This is, I promise, a post about politics, so bear with me.
I recently read two books on the subject of Proto-Indo-European, the proposed common ancestor of all Indo-European languages: Laura Spinney’s “Proto: How One Ancient Language Went Global” and J.P. Mallory’s “The Indo-Europeans Rediscovered: How a Scientific Revolution is Rewriting Their Story.”
These are very different books — I would recommend Spinney for anyone not particularly familiar with historical linguistics and Mallory for those of us weirdos who follow these debates for fun.
Despite their differences, though, both books explain what we think we know about the language we’ve decided to call Proto-Indo-European and the longstanding debates over who exactly spoke it, where they lived, and what they were like. And both books come down on the side of a conclusion reached in David Anthony’s 2007 book, “The Horse, the Wheel, and Language: How Bronze-Age Riders from the Eurasian Steppes Shaped the Modern World,” which itself was a refinement of Marija Gimbutas’s Kurgan Hypothesis.
The upshot is that most modern scholarship supports the view that Proto-Indo-European was originally spoken in the Pontic Steppe in southern and southeastern Ukraine and the adjacent part of Russia.
This is hard to prove definitively and there is some credence given to alternate theories that locate the homeland in either Anatolia or the Caucus Mountains. But it’s probably the steppe.
And as so often happens, these historical debates have been inflected with politics.
There is a long tradition — associated with white supremacy — of locating the Indo-European homeland in Northern Europe. And it was to an extent backlash against Nazi archeology that originally put the steppe hypothesis in disfavor, because one of its premises is that mounted warriors from the steppe conquered Iran, most of Europe, and most of India, and this was seen as conceptually adjacent to the Nazi account. On its face, “several thousand years ago, Europe was conquered by mounted warriors” does not seem to have large implications for the merits of Nazism. But in the latter half of the twentieth century, it was held in somewhat ill-repute on those grounds, until more and more evidence was amassed on its behalf.
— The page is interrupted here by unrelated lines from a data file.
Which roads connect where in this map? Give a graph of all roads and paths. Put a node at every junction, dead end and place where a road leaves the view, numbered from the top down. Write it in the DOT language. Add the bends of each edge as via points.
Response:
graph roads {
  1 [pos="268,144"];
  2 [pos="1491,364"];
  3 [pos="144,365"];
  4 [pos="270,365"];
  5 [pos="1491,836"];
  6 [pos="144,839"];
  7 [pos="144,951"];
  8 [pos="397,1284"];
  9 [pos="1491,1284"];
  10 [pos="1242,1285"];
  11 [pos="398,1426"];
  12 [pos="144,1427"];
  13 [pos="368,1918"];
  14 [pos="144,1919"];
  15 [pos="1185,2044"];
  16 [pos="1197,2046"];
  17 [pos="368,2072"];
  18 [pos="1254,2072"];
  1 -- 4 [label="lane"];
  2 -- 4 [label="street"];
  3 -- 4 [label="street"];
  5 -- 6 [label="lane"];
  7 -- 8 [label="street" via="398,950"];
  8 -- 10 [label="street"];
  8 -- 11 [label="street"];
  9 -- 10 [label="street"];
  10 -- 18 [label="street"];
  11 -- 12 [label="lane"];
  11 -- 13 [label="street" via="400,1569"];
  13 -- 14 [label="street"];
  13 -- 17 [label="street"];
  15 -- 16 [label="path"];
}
Interestingly, though, neither book really talks about the alternative theory that surely has the most weight by the numbers: the Out of India hypothesis, which holds that PIE is indigenous to Northern India and the spread of European tongues elsewhere is the result of outmigration from India.
There’s not really any evidence in support of this theory, and it doesn’t make sense logistically or line up with our knowledge of PIE vocabulary. So it’s understandable that two western writers would give it short shrift.
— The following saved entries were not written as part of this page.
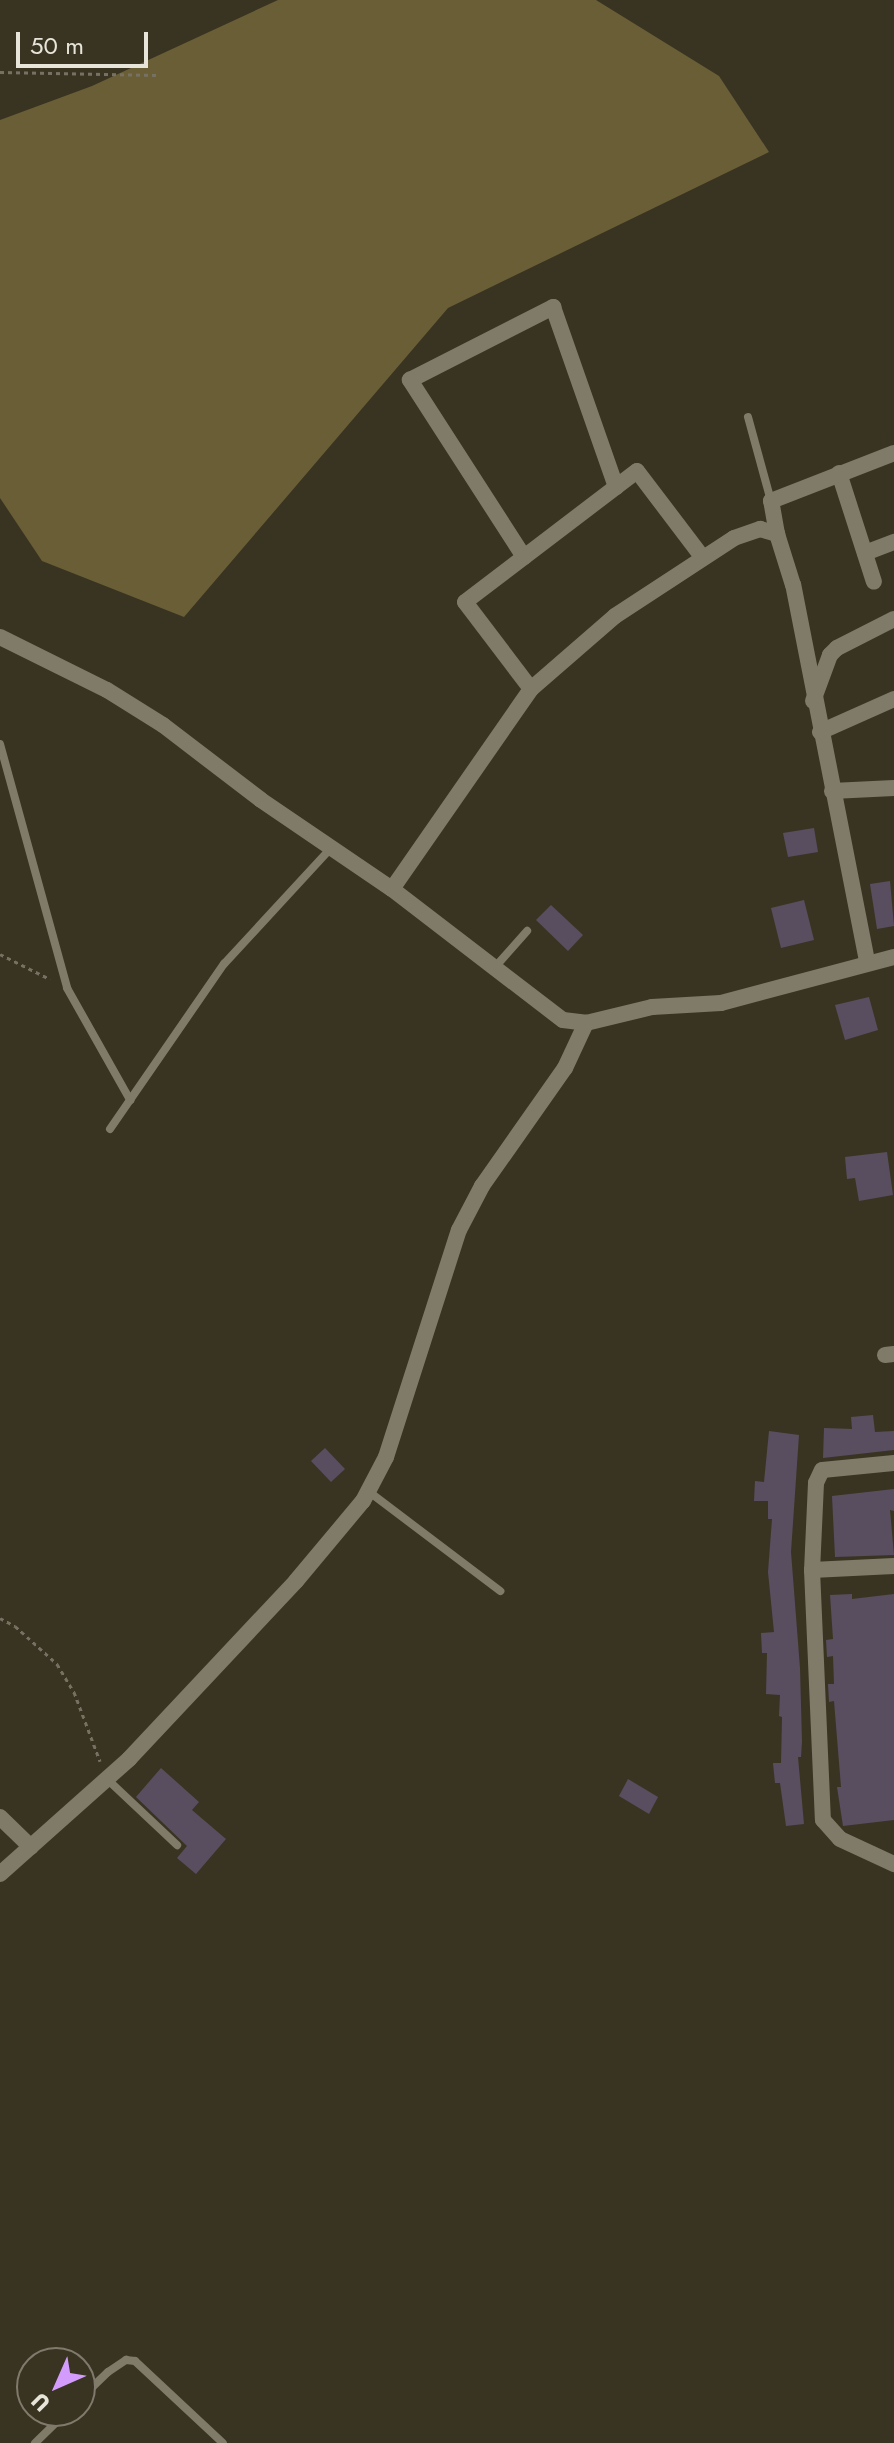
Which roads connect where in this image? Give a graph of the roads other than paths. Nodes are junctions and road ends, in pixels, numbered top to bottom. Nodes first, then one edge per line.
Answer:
1 (748, 417) dead end
2 (894, 453) edge
3 (839, 473) junction
4 (616, 487) junction
5 (771, 501) junction
6 (777, 534) junction
7 (894, 542) edge
8 (865, 553) junction
9 (524, 557) junction
10 (703, 558) junction
11 (874, 582) dead end
12 (894, 619) edge
13 (0, 637) edge
14 (531, 689) junction
15 (894, 699) edge
16 (813, 701) junction
17 (820, 732) junction
18 (0, 744) edge
19 (894, 788) edge
20 (832, 791) junction
21 (331, 848) junction
22 (392, 889) junction
23 (527, 931) dead end
24 (894, 957) edge
25 (867, 961) junction
26 (496, 966) junction
27 (586, 1023) junction
28 (130, 1100) junction
29 (110, 1129) dead end
30 (894, 1463) edge
31 (368, 1491) junction
32 (894, 1566) edge
33 (812, 1570) junction
34 (500, 1591) dead end
35 (108, 1780) junction
36 (0, 1817) edge
37 (177, 1845) dead end
38 (31, 1847) junction
39 (894, 1864) edge
40 (0, 1874) edge
41 (96, 2384) edge
42 (52, 2427) edge
43 (35, 2443) edge
44 (223, 2443) edge

1 - 5 lane
2 - 3 street
3 - 5 street
3 - 8 street
4 - 9 street
4 - 9 street
4 - 10 street
5 - 6 street
6 - 10 street
6 - 16 street
7 - 8 street
8 - 11 street
9 - 14 street
10 - 14 street
12 - 16 street
13 - 21 street
14 - 22 street
15 - 17 street
16 - 17 street
17 - 20 street
18 - 28 lane
19 - 20 street
20 - 25 street
21 - 22 street
21 - 28 lane
22 - 26 street
23 - 26 lane
24 - 25 street
25 - 27 street
26 - 27 street
27 - 31 street
28 - 29 lane
30 - 33 street
31 - 34 lane
31 - 35 street
32 - 33 street
33 - 39 street
35 - 37 lane
35 - 38 street
36 - 38 street
38 - 40 street
41 - 44 lane
42 - 43 lane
But a lot of people live in India, and the Hindutva political movement is deeply invested in Out of India. They strongly believe that the other hypotheses — all of which entail Northern India being conquered by outsiders — are politically “bad.” Because this is a major political movement in India and India has so many people, you are much more likely to encounter pushback on Steppe Theory from this quarter than from partisans of Anatolia.
I guess it would be rude for serious scholars to dunk on random politicized nonsense. But I write about politics for a living, and I find it fascinating, especially because it’s unclear to me why Hindu nationalists even read the politics this way.
Out of India
Whether or not the actual Proto-Indo-European language came from India (and to be clear, it did not), what definitely did come out of India was the notion that there ever was such a language.